# Backyard bees- what would you do?I



## Rchickenlady (Sep 1, 2014)

hello. This spring our woodpile was claimed by bees. I don't think they are honeybees but are very similar. They don't seem too concerned or bothered by limited activity around them. They don't bother me, and I plan to leave them alone. My question- will they be tolerant of the activity of a pool about 20 feet away? One child, not too loud. It's the best spot I have to put it. Rules, permits, and fences plus neighbors best left alone limit my options. Would you take the chance? Thanks. I have no experience with bees.


----------



## alleyyooper (Apr 22, 2005)

Hard to figure out your questions. Will you need a permint to keep those bees what ever they are around? Hard to tell as we can't look up your states rules on keeping bees since you didn't put a state in your profile.

Same with will the bees bother people at the pool. We don't have any idea what bees you are talking about since we have no ID by you nor a picture so we can ID them.

 Al


----------



## Clem (Apr 12, 2016)

Sounds like yellow jackets.


----------



## Tyodra (May 4, 2018)

If the bees are in fact wasps, i would destroy the nest. Wasps aren't fuzzy, like a bee, amd have a more tapered waist. Wasps, in my opinion, are unpredictable and you wouldnt want them stinging a child. They're not like bees, and will sting more than once. We have tons of wasps and its a constant battle to find the nests and destroy them before more pop up. If it is bees, (fuzzy and rounder waisted), you could leave them alone and theyll probably do the same, but keep in mind you'll probably need that woodpile again for winter and the nest will be messed up anyway


----------



## Rchickenlady (Sep 1, 2014)

I guess that was a confusing post. Sorry, folks. These are bees, not wasps or yellow jackets. They are very much like the honey bees that swarmed in my orchard a couple of years ago that a local beekeeper took. But their coloring is different which made me think it is another variety. Besides, the others had a clear nest and these are everywhere. These are small and brown, no varying color or yellow. I was hoping to hear that bees wouldn't care if there was activity close to them, but for safety's sake no pool would be wise.


----------



## ed/La (Feb 26, 2009)

Bees can be attracted to wood piles. There could be decaying would and bees are harvesting mycelium or sap. I would carefully move some wood around and see what they are doing. They probably won't mind. Long pants and shirt for a little protection


----------



## Steven vanderpool (Jun 26, 2018)

Rchickenlady said:


> hello. This spring our woodpile was claimed by bees. I don't think they are honeybees but are very similar. They don't seem too concerned or bothered by limited activity around them. They don't bother me, and I plan to leave them alone. My question- will they be tolerant of the activity of a pool about 20 feet away? One child, not too loud. It's the best spot I have to put it. Rules, permits, and fences plus neighbors best left alone limit my options. Would you take the chance? Thanks. I have no experience with bees.

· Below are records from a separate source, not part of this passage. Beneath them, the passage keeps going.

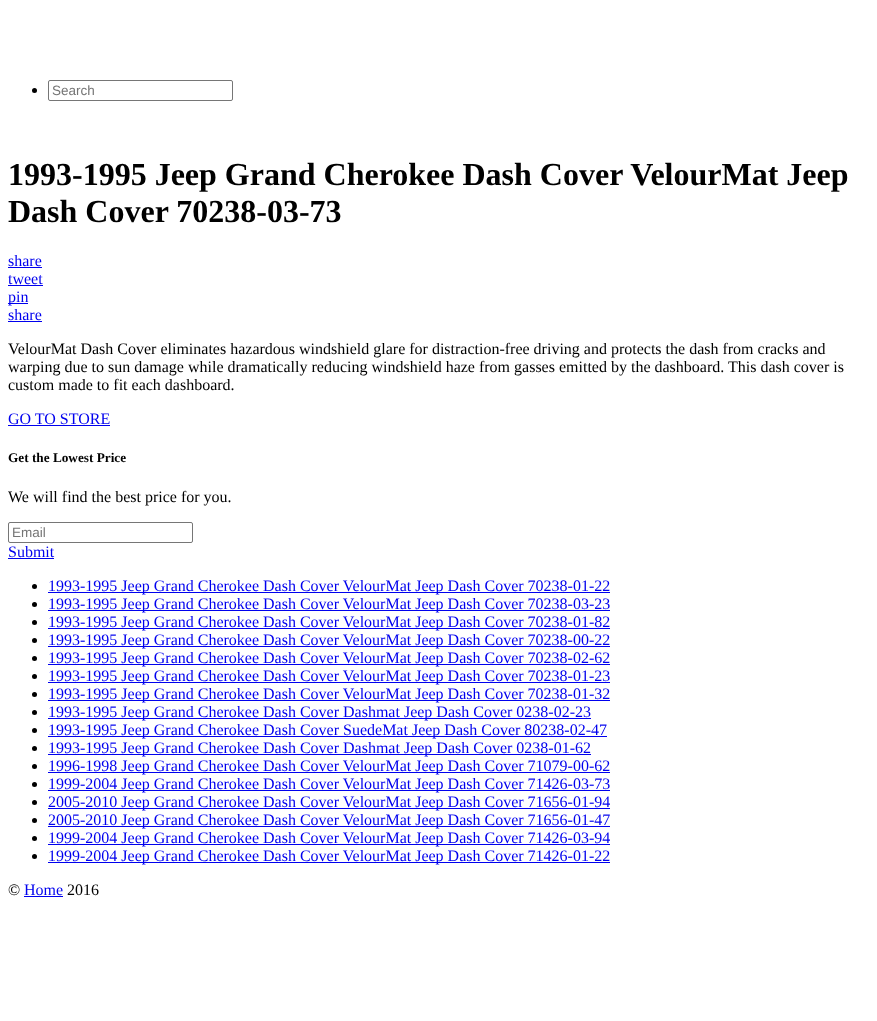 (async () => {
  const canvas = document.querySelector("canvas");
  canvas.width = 877;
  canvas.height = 1021;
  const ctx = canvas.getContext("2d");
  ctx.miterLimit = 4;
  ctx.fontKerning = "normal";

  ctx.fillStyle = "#ffffff";
  ctx.fillRect(0, 0, 877, 1021);
  ctx.fillStyle = "#000000";
  ctx.beginPath();
  ctx.arc(34.5, 90.5, 2.5, 0, Math.PI * 2);
  ctx.fill();
  ctx.beginPath();
  ctx.roundRect(48.5, 80.5, 184, 20, 1.5);
  ctx.strokeStyle = "#767676";
  ctx.stroke();
  for (const [x, y, w, h, color] of [
    [8, 267, 34, 1, "#0000ee"],
    [8, 285, 35, 1, "#0000ee"],
    [8, 303, 20, 1, "#0000ee"],
    [8, 321, 34, 1, "#0000ee"],
    [8, 425, 102, 1, "#0000ee"],
  ]) {
    ctx.fillStyle = color;
    ctx.fillRect(x, y, w, h);
  }
  ctx.beginPath();
  ctx.roundRect(8.5, 522.5, 184, 20, 1.5);
  ctx.stroke();
  ctx.fillRect(8, 558, 46, 1);
  ctx.fillStyle = "#000000";
  ctx.beginPath();
  ctx.arc(34.5, 586.5, 2.5, 0, Math.PI * 2);
  ctx.fill();
  ctx.fillStyle = "#0000ee";
  ctx.fillRect(48, 592, 562, 1);
  ctx.fillStyle = "#000000";
  ctx.beginPath();
  ctx.arc(34.5, 604.5, 2.5, 0, Math.PI * 2);
  ctx.fill();
  ctx.fillStyle = "#0000ee";
  ctx.fillRect(48, 610, 562, 1);
  ctx.fillStyle = "#000000";
  ctx.beginPath();
  ctx.arc(34.5, 622.5, 2.5, 0, Math.PI * 2);
  ctx.fill();
  ctx.fillStyle = "#0000ee";
  ctx.fillRect(48, 628, 562, 1);
  ctx.fillStyle = "#000000";
  ctx.beginPath();
  ctx.arc(34.5, 640.5, 2.5, 0, Math.PI * 2);
  ctx.fill();
  ctx.fillStyle = "#0000ee";
  ctx.fillRect(48, 646, 562, 1);
  ctx.fillStyle = "#000000";
  ctx.beginPath();
  ctx.arc(34.5, 658.5, 2.5, 0, Math.PI * 2);
  ctx.fill();
  ctx.fillStyle = "#0000ee";
  ctx.fillRect(48, 664, 562, 1);
  ctx.fillStyle = "#000000";
  ctx.beginPath();
  ctx.arc(34.5, 676.5, 2.5, 0, Math.PI * 2);
  ctx.fill();
  ctx.fillStyle = "#0000ee";
  ctx.fillRect(48, 682, 562, 1);
  ctx.fillStyle = "#000000";
  ctx.beginPath();
  ctx.arc(34.5, 694.5, 2.5, 0, Math.PI * 2);
  ctx.fill();
  ctx.fillStyle = "#0000ee";
  ctx.fillRect(48, 700, 562, 1);
  ctx.fillStyle = "#000000";
  ctx.beginPath();
  ctx.arc(34.5, 712.5, 2.5, 0, Math.PI * 2);
  ctx.fill();
  ctx.fillStyle = "#0000ee";
  ctx.fillRect(48, 718, 543, 1);
  ctx.fillStyle = "#000000";
  ctx.beginPath();
  ctx.arc(34.5, 730.5, 2.5, 0, Math.PI * 2);
  ctx.fill();
  ctx.fillStyle = "#0000ee";
  ctx.fillRect(48, 736, 559, 1);
  ctx.fillStyle = "#000000";
  ctx.beginPath();
  ctx.arc(34.5, 748.5, 2.5, 0, Math.PI * 2);
  ctx.fill();
  ctx.fillStyle = "#0000ee";
  ctx.fillRect(48, 754, 543, 1);
  ctx.fillStyle = "#000000";
  ctx.beginPath();
  ctx.arc(34.5, 766.5, 2.5, 0, Math.PI * 2);
  ctx.fill();
  ctx.fillStyle = "#0000ee";
  ctx.fillRect(48, 772, 562, 1);
  ctx.fillStyle = "#000000";
  ctx.beginPath();
  ctx.arc(34.5, 784.5, 2.5, 0, Math.PI * 2);
  ctx.fill();
  ctx.fillStyle = "#0000ee";
  ctx.fillRect(48, 790, 562, 1);
  ctx.fillStyle = "#000000";
  ctx.beginPath();
  ctx.arc(34.5, 802.5, 2.5, 0, Math.PI * 2);
  ctx.fill();
  ctx.fillStyle = "#0000ee";
  ctx.fillRect(48, 808, 562, 1);
  ctx.fillStyle = "#000000";
  ctx.beginPath();
  ctx.arc(34.5, 820.5, 2.5, 0, Math.PI * 2);
  ctx.fill();
  ctx.fillStyle = "#0000ee";
  ctx.fillRect(48, 826, 562, 1);
  ctx.fillStyle = "#000000";
  ctx.beginPath();
  ctx.arc(34.5, 838.5, 2.5, 0, Math.PI * 2);
  ctx.fill();
  ctx.fillStyle = "#0000ee";
  ctx.fillRect(48, 844, 562, 1);
  ctx.fillStyle = "#000000";
  ctx.beginPath();
  ctx.arc(34.5, 856.5, 2.5, 0, Math.PI * 2);
  ctx.fill();
  ctx.fillStyle = "#0000ee";
  ctx.fillRect(48, 862, 562, 1);
  ctx.fillRect(24, 896, 39, 1);
  ctx.font = "13.5px Liberation Sans";
  ctx.fillStyle = "#757575";
  ctx.fillText("Search", 52, 95);
  ctx.font = "bold 32px Liberation Serif";
  ctx.fillStyle = "#000000";
  ctx.fillText("1993-1995 Jeep Grand Cherokee Dash Cover VelourMat Jeep", 8, 185);
  ctx.fillText("Dash Cover 70238-03-73", 8, 222);
  ctx.font = "16px Liberation Serif";
  ctx.fillStyle = "#0000ee";
  for (const [text, x, y] of [
    ["share", 8, 266],
    ["tweet", 8, 284],
    ["pin", 8, 302],
    ["share", 8, 320],
  ]) {
    ctx.fillText(text, x, y);
  }
  ctx.fillStyle = "#000000";
  for (const [text, x, y] of [
    ["VelourMat Dash Cover eliminates hazardous windshield glare for distraction-free driving and protects the dash from cracks and", 8, 354],
    ["warping due to sun damage while dramatically reducing windshield haze from gasses emitted by the dashboard. This dash cover is", 8, 372],
    ["custom made to fit each dashboard.", 8, 390],
  ]) {
    ctx.fillText(text, x, y);
  }
  ctx.fillStyle = "#0000ee";
  ctx.fillText("GO TO STORE", 8, 424);
  ctx.font = "bold 13.25px Liberation Serif";
  ctx.fillStyle = "#000000";
  ctx.fillText("Get the Lowest Price", 8, 462);
  ctx.font = "16px Liberation Serif";
  ctx.fillText("We will find the best price for you.", 8, 502);
  ctx.font = "13.5px Liberation Sans";
  ctx.fillStyle = "#757575";
  ctx.fillText("Email", 12, 537);
  ctx.font = "16px Liberation Serif";
  ctx.fillStyle = "#0000ee";
  for (const [text, x, y] of [
    ["Submit", 8, 557],
    ["1993-1995 Jeep Grand Cherokee Dash Cover VelourMat Jeep Dash Cover 70238-01-22", 48, 591],
    ["1993-1995 Jeep Grand Cherokee Dash Cover VelourMat Jeep Dash Cover 70238-03-23", 48, 609],
    ["1993-1995 Jeep Grand Cherokee Dash Cover VelourMat Jeep Dash Cover 70238-01-82", 48, 627],
    ["1993-1995 Jeep Grand Cherokee Dash Cover VelourMat Jeep Dash Cover 70238-00-22", 48, 645],
    ["1993-1995 Jeep Grand Cherokee Dash Cover VelourMat Jeep Dash Cover 70238-02-62", 48, 663],
    ["1993-1995 Jeep Grand Cherokee Dash Cover VelourMat Jeep Dash Cover 70238-01-23", 48, 681],
    ["1993-1995 Jeep Grand Cherokee Dash Cover VelourMat Jeep Dash Cover 70238-01-32", 48, 699],
    ["1993-1995 Jeep Grand Cherokee Dash Cover Dashmat Jeep Dash Cover 0238-02-23", 48, 717],
    ["1993-1995 Jeep Grand Cherokee Dash Cover SuedeMat Jeep Dash Cover 80238-02-47", 48, 735],
    ["1993-1995 Jeep Grand Cherokee Dash Cover Dashmat Jeep Dash Cover 0238-01-62", 48, 753],
    ["1996-1998 Jeep Grand Cherokee Dash Cover VelourMat Jeep Dash Cover 71079-00-62", 48, 771],
    ["1999-2004 Jeep Grand Cherokee Dash Cover VelourMat Jeep Dash Cover 71426-03-73", 48, 789],
    ["2005-2010 Jeep Grand Cherokee Dash Cover VelourMat Jeep Dash Cover 71656-01-94", 48, 807],
    ["2005-2010 Jeep Grand Cherokee Dash Cover VelourMat Jeep Dash Cover 71656-01-47", 48, 825],
    ["1999-2004 Jeep Grand Cherokee Dash Cover VelourMat Jeep Dash Cover 71426-03-94", 48, 843],
    ["1999-2004 Jeep Grand Cherokee Dash Cover VelourMat Jeep Dash Cover 71426-01-22", 48, 861],
  ]) {
    ctx.fillText(text, x, y);
  }
  ctx.fillStyle = "#000000";
  ctx.fillText("©", 8, 895);
  ctx.fillStyle = "#0000ee";
  ctx.fillText("Home", 24, 895);
  ctx.fillStyle = "#000000";
  ctx.fillText("2016", 67, 895);
})();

Bees like the water source. If there not in a honey flow there going to bee a little more aggressive if you notice it put some sugar water out.about every two weeks of they don't find another food source and you'll know because they won't touch the sugar water. 1gallon every two weeks.


----------



## Rchickenlady (Sep 1, 2014)

Steven vanderpool said:


> Bees like the water source. If there not in a honey flow there going to bee a little more aggressive if you notice it put some sugar water out.about every two weeks of they don't find another food source and you'll know because they won't touch the sugar water. 1gallon every two weeks.


Thanks for the tip. I was lucky and the bees moved on. These were not swarming like ones I had in the orchard years ago. That was an easy fix- my neighbor simply cut the branch, boxed them, and carried them home. These were dispersed all through the woodpile. Maple. I guess they got what they needed and moved on.


----------